平均需要電力はその名の通り、ある期間の需要電力を平均化して、平らにしたときの電力のことです。
先ほどの需要家Aの需要電力を平均化すると下のグラフのようになったとしましょう。
平均需要電力が1750[kW]と分かりました。よって、負荷率は
$$\frac { 1750 }{ 3500 } ×100=50[%]$$
という風になります。
※もし負荷率が100[%]であれば、最大需要電力=平均需要電力ということで、常に需要電力が一定ということになります。負荷平準化の観点で見ると負荷率が高いほど良いですね。
③不等率
不等率は、各需要家の合成最大需要電力に対する最大需要電力の総和を表したもので、値は必ず1以上になります。
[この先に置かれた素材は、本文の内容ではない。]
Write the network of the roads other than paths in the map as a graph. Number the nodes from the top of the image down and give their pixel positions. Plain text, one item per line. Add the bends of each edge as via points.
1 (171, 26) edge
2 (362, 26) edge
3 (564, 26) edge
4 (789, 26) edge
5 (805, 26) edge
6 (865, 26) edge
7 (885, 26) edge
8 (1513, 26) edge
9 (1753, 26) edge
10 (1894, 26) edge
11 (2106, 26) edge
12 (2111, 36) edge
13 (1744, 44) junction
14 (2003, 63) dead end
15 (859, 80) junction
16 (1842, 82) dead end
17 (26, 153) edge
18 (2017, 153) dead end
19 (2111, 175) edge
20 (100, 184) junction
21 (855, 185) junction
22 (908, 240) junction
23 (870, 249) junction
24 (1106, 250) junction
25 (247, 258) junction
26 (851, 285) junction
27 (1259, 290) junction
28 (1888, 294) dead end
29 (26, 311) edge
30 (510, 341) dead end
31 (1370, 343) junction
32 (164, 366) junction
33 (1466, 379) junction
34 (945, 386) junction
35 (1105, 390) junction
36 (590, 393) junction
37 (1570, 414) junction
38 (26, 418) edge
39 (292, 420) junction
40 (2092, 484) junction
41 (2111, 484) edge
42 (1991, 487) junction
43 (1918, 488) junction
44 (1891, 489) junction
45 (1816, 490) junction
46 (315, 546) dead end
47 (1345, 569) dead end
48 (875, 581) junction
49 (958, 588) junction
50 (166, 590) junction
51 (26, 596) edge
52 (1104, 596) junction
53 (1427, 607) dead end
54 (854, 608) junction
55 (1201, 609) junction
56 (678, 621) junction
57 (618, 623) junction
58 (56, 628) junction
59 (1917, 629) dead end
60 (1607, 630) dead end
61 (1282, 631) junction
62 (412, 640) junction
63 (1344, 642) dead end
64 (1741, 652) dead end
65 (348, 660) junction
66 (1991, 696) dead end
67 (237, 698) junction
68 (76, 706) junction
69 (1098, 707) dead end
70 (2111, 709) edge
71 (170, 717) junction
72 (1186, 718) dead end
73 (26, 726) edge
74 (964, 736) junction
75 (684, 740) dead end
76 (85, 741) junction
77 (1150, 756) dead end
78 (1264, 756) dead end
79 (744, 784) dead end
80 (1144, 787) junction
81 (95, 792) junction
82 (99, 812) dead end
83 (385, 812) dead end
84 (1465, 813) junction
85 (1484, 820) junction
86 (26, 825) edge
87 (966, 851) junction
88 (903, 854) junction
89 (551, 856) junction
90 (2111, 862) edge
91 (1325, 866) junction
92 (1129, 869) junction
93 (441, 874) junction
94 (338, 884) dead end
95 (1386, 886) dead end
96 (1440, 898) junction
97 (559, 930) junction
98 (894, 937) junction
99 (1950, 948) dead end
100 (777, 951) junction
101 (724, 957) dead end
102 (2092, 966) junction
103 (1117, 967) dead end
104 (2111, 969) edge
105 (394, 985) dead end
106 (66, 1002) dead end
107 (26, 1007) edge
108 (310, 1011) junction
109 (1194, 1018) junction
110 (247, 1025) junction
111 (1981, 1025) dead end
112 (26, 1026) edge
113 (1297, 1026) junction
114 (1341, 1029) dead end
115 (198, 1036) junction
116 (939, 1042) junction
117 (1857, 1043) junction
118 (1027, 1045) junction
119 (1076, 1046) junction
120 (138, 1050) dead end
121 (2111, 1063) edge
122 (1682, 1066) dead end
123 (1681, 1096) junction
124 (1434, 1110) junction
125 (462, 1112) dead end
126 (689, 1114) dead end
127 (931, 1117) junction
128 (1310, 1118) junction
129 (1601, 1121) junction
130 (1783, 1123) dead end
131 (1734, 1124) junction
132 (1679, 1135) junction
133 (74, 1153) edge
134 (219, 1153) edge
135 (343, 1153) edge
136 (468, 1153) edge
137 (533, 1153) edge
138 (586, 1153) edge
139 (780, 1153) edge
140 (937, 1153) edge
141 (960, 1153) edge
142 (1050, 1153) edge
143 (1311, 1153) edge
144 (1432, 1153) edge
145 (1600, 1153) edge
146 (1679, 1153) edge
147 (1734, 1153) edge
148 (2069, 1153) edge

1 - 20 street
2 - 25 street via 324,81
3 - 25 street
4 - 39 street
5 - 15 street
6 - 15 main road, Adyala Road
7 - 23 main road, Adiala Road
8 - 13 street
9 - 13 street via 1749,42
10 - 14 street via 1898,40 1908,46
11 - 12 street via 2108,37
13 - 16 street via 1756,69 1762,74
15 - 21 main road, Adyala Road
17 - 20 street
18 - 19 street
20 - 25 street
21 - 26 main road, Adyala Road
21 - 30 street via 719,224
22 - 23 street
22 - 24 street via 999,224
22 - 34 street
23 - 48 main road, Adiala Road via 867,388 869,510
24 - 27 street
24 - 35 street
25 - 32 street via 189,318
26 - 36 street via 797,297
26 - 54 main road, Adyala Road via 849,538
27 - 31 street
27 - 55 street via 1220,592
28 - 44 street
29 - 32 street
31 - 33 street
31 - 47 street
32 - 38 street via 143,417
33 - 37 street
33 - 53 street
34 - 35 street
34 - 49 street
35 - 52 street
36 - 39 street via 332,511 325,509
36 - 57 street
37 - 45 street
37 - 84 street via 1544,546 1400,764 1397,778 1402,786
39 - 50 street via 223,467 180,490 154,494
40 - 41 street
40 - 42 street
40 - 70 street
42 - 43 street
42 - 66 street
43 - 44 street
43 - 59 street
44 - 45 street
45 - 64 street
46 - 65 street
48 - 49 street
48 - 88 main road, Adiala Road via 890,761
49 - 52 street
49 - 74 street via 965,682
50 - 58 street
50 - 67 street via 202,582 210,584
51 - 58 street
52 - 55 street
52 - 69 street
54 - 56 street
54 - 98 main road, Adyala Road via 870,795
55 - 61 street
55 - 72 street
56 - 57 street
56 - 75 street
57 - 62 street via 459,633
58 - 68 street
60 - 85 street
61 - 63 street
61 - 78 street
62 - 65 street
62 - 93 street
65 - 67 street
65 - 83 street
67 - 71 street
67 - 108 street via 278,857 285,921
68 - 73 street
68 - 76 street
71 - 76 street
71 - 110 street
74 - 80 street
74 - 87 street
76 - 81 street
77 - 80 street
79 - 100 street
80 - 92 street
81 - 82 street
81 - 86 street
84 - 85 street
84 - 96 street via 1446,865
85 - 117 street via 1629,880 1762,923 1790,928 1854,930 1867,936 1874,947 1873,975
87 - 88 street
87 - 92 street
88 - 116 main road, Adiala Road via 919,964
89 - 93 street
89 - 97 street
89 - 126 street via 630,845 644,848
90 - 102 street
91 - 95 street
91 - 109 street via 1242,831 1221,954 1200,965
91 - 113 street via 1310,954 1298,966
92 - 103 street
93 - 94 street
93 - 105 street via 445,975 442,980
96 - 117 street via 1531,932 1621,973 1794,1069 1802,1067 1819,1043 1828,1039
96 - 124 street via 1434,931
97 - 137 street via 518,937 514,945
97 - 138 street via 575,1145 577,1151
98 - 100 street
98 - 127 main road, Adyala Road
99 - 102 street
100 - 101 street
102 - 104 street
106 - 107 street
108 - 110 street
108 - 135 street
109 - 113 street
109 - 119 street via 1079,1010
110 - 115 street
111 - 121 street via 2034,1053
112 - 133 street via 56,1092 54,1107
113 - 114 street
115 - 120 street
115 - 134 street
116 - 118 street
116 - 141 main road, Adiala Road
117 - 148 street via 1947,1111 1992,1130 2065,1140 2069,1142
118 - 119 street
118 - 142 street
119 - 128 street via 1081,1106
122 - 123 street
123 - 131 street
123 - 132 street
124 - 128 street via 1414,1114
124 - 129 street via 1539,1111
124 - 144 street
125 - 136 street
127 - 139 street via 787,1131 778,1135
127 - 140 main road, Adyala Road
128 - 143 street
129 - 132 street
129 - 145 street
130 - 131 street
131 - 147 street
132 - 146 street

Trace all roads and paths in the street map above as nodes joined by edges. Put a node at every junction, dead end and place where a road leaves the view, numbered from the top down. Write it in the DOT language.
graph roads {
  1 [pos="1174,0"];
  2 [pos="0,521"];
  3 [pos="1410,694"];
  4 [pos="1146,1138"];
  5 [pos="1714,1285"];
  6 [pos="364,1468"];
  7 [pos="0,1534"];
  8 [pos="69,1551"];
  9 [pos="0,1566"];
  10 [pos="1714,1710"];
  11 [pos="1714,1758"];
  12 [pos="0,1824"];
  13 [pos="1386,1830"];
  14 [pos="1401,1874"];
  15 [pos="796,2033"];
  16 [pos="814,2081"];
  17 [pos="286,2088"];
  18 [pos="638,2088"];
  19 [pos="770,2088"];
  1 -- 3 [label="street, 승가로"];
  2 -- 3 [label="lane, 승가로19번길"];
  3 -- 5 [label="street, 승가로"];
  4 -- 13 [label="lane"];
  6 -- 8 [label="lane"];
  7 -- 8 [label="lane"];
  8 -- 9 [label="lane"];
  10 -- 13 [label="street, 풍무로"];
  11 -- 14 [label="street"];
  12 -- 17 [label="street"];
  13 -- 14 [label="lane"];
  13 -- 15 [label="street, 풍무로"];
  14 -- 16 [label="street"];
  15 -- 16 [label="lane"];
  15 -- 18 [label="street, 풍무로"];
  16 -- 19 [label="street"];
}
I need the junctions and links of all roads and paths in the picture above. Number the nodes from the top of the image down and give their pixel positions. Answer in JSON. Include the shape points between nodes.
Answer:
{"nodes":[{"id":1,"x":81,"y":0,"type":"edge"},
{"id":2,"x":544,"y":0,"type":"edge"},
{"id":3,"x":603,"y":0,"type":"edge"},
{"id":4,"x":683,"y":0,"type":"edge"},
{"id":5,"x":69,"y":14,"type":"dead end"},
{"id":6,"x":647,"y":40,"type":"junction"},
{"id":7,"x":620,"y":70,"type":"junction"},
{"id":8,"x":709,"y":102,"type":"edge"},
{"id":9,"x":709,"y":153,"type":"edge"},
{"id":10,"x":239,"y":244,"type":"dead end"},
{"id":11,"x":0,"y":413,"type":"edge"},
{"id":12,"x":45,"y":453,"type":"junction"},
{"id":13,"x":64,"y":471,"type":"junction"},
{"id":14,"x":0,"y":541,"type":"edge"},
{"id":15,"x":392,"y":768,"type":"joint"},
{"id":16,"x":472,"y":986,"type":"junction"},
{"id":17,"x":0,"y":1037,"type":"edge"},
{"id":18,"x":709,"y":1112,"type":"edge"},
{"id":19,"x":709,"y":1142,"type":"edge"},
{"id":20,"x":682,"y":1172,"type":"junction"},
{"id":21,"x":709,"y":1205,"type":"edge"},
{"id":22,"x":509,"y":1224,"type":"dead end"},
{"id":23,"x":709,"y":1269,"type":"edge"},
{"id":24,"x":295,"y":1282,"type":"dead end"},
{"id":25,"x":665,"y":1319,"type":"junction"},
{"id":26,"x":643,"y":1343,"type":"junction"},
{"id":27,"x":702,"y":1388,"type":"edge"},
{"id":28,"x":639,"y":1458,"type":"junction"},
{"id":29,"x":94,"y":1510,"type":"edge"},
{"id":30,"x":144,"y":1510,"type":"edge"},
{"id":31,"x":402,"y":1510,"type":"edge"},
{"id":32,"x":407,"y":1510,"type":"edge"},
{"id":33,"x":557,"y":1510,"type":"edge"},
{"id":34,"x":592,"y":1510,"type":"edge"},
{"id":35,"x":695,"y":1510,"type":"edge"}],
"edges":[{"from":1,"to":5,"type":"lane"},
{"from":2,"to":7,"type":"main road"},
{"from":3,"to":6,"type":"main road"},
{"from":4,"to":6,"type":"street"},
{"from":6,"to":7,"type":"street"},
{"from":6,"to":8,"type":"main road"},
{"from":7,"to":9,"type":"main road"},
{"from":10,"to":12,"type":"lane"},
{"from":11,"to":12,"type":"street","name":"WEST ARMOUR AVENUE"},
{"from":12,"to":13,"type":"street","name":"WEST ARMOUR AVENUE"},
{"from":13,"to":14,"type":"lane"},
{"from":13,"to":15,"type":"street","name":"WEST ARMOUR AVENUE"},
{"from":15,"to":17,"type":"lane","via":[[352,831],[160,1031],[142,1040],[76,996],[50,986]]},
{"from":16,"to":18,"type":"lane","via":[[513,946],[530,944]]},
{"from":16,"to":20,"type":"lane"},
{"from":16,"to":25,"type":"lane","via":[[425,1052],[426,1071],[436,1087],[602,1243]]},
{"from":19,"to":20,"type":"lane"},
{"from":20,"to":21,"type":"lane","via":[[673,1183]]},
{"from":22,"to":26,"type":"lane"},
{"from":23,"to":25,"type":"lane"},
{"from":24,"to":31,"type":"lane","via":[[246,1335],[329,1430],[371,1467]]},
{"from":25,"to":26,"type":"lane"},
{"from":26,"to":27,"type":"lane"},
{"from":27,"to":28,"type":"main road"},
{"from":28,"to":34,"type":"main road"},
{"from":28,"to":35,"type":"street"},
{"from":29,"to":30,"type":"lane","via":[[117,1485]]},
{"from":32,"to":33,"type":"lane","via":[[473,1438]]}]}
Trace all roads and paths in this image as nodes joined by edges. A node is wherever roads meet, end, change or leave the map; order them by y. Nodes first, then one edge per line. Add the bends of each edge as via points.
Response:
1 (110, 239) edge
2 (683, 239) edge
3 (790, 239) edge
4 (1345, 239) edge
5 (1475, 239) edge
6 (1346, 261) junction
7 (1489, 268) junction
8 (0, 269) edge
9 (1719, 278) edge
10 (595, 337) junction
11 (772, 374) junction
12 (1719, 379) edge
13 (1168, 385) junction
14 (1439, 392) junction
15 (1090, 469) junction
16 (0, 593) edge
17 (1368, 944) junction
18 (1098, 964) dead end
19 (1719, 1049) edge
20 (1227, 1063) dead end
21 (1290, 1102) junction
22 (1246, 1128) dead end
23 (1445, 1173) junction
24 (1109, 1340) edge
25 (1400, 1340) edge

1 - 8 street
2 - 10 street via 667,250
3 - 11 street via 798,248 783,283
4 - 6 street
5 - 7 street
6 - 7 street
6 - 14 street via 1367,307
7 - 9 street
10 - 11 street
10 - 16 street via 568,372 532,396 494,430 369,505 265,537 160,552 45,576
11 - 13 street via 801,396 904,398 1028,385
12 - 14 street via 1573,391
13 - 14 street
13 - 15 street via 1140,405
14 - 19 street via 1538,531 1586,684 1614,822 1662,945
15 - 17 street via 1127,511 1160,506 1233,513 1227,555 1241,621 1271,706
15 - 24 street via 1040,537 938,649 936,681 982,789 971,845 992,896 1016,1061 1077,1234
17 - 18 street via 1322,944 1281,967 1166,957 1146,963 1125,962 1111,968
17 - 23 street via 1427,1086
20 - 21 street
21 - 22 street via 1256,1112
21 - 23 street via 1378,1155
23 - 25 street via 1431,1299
分母も分子も似たような言葉でややこしいですので、これはイメージで覚えましょう。イメージで覚えると言葉もそこから導き出せるはずです。
例えば、先ほどの図に設備容量が3000[kW]の需要家Bを付け加えてみましょう。
需要家Aと需要家Bとその合成需要電力を下のグラフにまとめてみました。
合成最大需要電力とは、各需要家の需要電力を合成したときの最大需要電力のことです。
グラフから分かる各最大需要電力を表にしてみます。
最大需要電力[kW] | |
需要家A | 3500 |
需要家B | 2200 |
需要家Aと需要家B全体 | 4300 |
よって需要家AとBの不等率は
$$不等率=\frac { Aの最大需要電力+Bの最大需要電力 }{ A,Bの合成最大需要電力 } $$
↑こういう感じの形になることをしっかりと覚えておきましょう!
$$不等率=\frac { 3500+2200 }{ 4300 } ≒1.33$$
こんな感じになります。
需要率も負荷率も不等率の3つは結構ややこしいので、ゴチャゴチャにならないように一つ一つ丁寧に覚えましょう!以上です。お疲れ様でした!